We did eventually get to town and walk around and taste lots of fudge, and all three of my kids were disappointed to realize that...they don't like fudge. (So then they were all like, "I just won't get any more samples," to which i was like, "What?! No! Get them and give them to me!") We walked through some of the stores, until they all seemed to be kind of the same thing, and then we collectively decided to be finished. It was already after 7:00, anyhow. We took the fast boat back - on the top, front seats, and it was really cool and also really windy.

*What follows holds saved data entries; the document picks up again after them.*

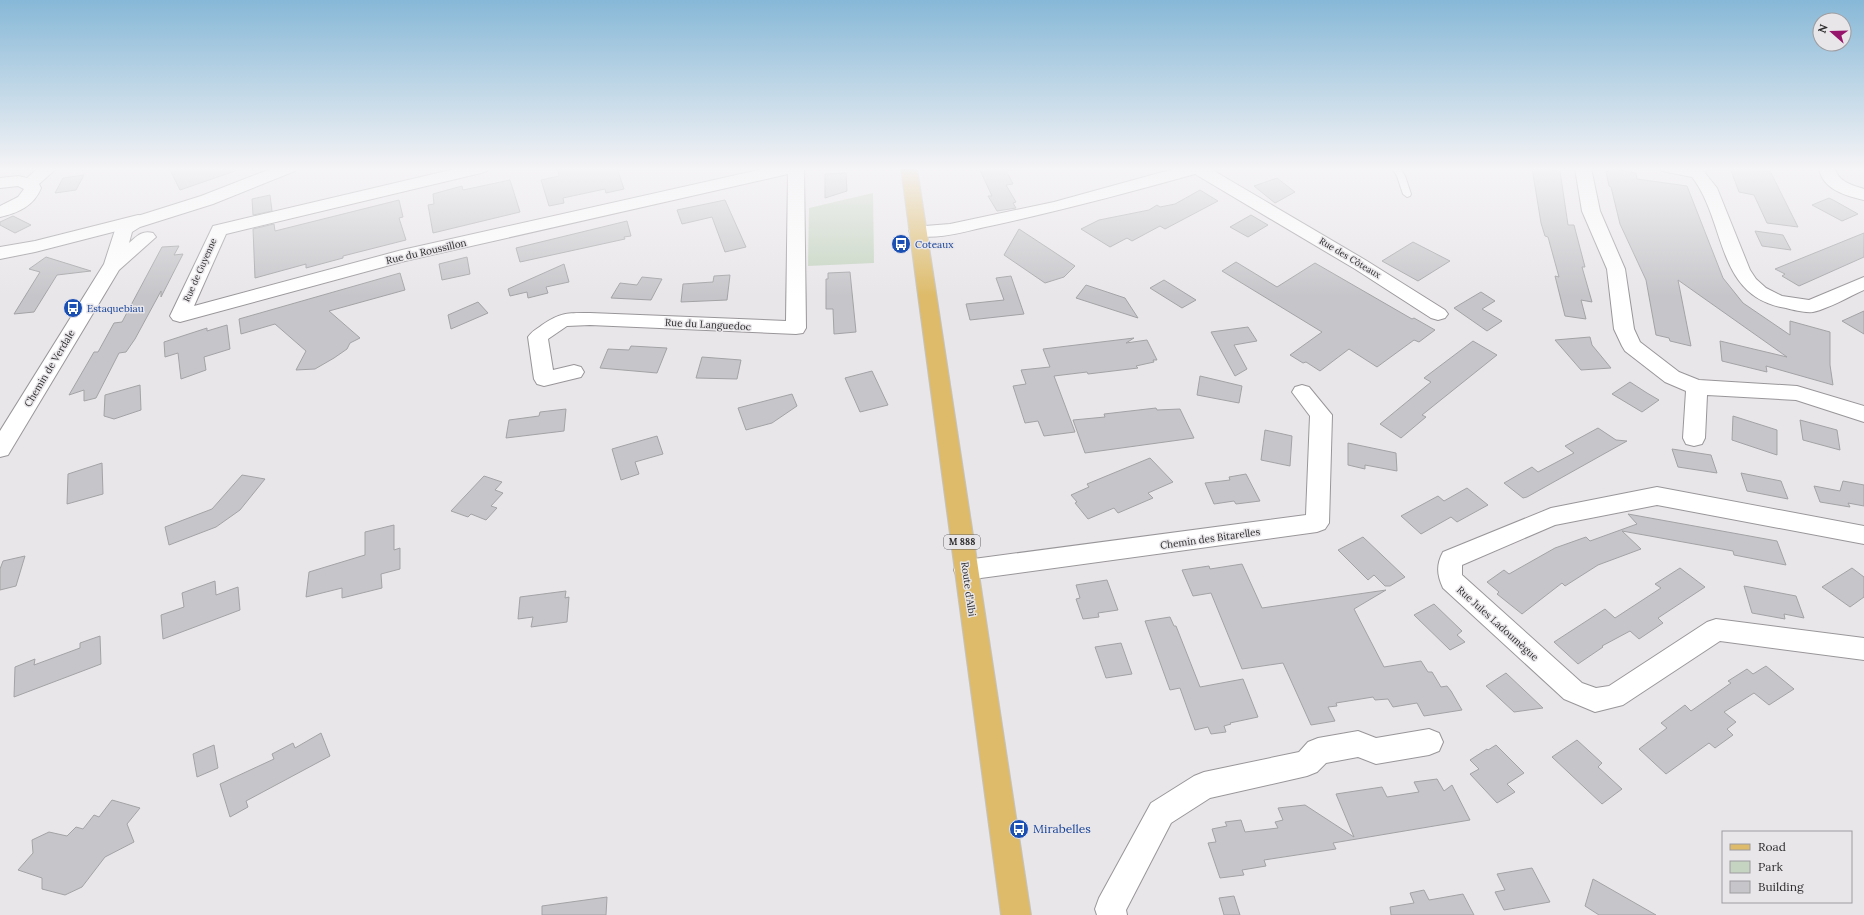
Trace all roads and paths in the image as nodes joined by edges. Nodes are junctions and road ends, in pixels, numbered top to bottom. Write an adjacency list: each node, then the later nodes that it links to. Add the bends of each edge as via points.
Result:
1 (179, 211): 10 (street, Chemin de Verdale)
2 (291, 211): 19 (street, Rue de Guyenne, via 218,230)
3 (602, 211): 19 (street, Rue du Roussillon, via 402,256)
4 (796, 211): 20 (street, Rue du Languedoc, via 796,328 563,320 538,337 544,379)
5 (915, 211): 12 (main road, Route d'Albi / M 888)
6 (1038, 211): 12 (street, Rue des Côteaux, via 950,229)
7 (1269, 211): 18 (street, Rue des Côteaux)
8 (1591, 211): 21 (street, via 1616,269 1624,328 1632,346 1672,377)
9 (1718, 211): 17 (street, via 1741,270 1749,283 1759,292 1778,301 1811,306)
10 (152, 221): 11 (street); 13 (street, Chemin de Verdale, via 126,228); 14 (street, Chemin de Verdale, via 155,233)
11 (100, 230): 13 (street); 15 (street, via 27,250)
12 (918, 231): 27 (main road, Route d'Albi / M 888)
13 (124, 234): 14 (street, via 132,239); 16 (street, Chemin de Verdale)
14 (147, 237): 16 (street, Chemin de Verdale)
15 (0, 253)
16 (112, 266): 25 (street, Chemin de Verdale)
17 (1864, 283)
18 (1438, 314)
19 (180, 316)
20 (574, 372)
21 (1697, 387): 23 (street, via 1797,393); 24 (street)
22 (1302, 392): 27 (street, Chemin des Bitarelles, via 1320,415 1316,523)
23 (1864, 414)
24 (1694, 438)
25 (0, 449)
26 (1864, 535): 28 (street, Rue Jules Ladoumègue, via 1657,496 1551,516 1450,559 1449,572 1452,581 1574,691 1595,700 1614,697 1716,630)
27 (966, 570): 31 (main road, Route d'Albi / M 888)
28 (1864, 648)
29 (1428, 742): 30 (street, via 1376,750 1358,744 1318,751 1307,763 1204,786 1161,813)
30 (1111, 912)
31 (1016, 915)

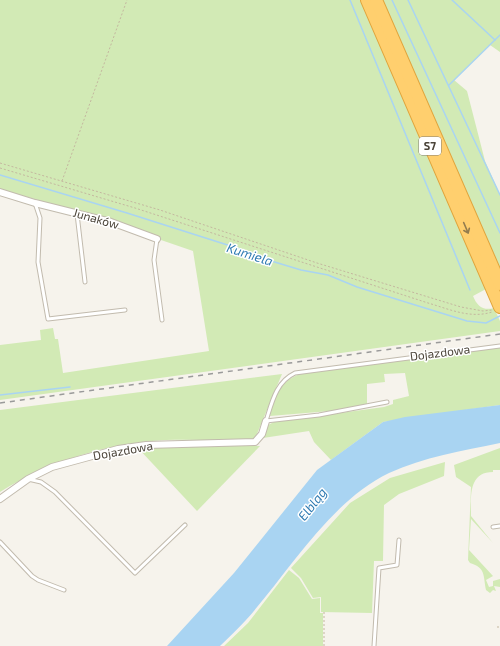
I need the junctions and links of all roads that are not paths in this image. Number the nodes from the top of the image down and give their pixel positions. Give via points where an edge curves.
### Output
1 (367, 0) edge
2 (376, 0) edge
3 (0, 192) edge
4 (35, 203) junction
5 (77, 214) junction
6 (157, 239) joint
7 (85, 282) dead end
8 (497, 288) edge
9 (498, 309) edge
10 (125, 310) dead end
11 (162, 320) dead end
12 (500, 346) edge
13 (388, 402) dead end
14 (266, 421) junction
15 (28, 479) junction
16 (0, 498) edge
17 (185, 525) dead end
18 (500, 526) edge
19 (493, 527) dead end
20 (399, 540) dead end
21 (0, 542) edge
22 (64, 590) dead end
23 (374, 646) edge

1 -> 8 highway, S7
2 - 8 highway, S7
3 - 4 street, Junaków
4 - 5 street, Junaków
4 - 10 lane via 40,218 38,262 48,319
5 - 6 street, Junaków via 111,222
5 - 7 lane
6 - 11 lane via 154,260
8 - 9 highway, S7
12 - 14 lane, Dojazdowa via 296,373 277,389
13 - 14 lane via 319,415
14 - 15 street, Dojazdowa via 262,434 255,442 135,446 52,467
15 - 16 street, Dojazdowa
15 - 17 lane via 41,482 54,492 135,572
18 - 19 lane
20 - 23 lane via 397,565 379,568
21 - 22 lane via 32,576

The next morning we packed up camp, went into town to buy some fudge for ourselves and my parents, and then headed up to the Upper Peninsula. We wanted to both go over the Mackinac Bridge and also let the kids be able to say that they've been to the UP. We stopped at the "Patriotic Moose" and a fairly stupid store that has a giant Paul Bunyan and Babe the Blue Ox, but they're surrounded by a chain link fence and are also kind of dumb. We stopped and got pasties for lunch, because when you're in the UP, you have to eat pasties. And then we went back across the bridge and headed home. Along the way, we stopped at a store that claims to have "a man-eating clam," which was...fine, but it also had a whole lot of other incredible-ness - a giant bear, a hammerhead shark you could pretend was eating you, creepy-ish fisherman mannequins and pirate mannequins and all manner of bizarre merchandise.

And then we stopped at the world's largest crucifix and nun doll museum. I had no idea what to expect, but it was honestly pretty interesting. There were a few definitely creepy dolls, and it was kind of weird that there were some that were Barbie dolls and some that were regular dolls and some that were human-sized, but it was really interesting to see how many different kinds of habits there are.

And then a giant beer bottle and Robinson's Scenic Garden, which is a yard filled with a whole bunch of weird or cute or creepy statues. The creepiest, by far, was the clown head with giant horns like a bull. I don't even know what to do with that.

And then HOME! Real beds! A good shower! A roof and a stove and a refrigerator! Yay!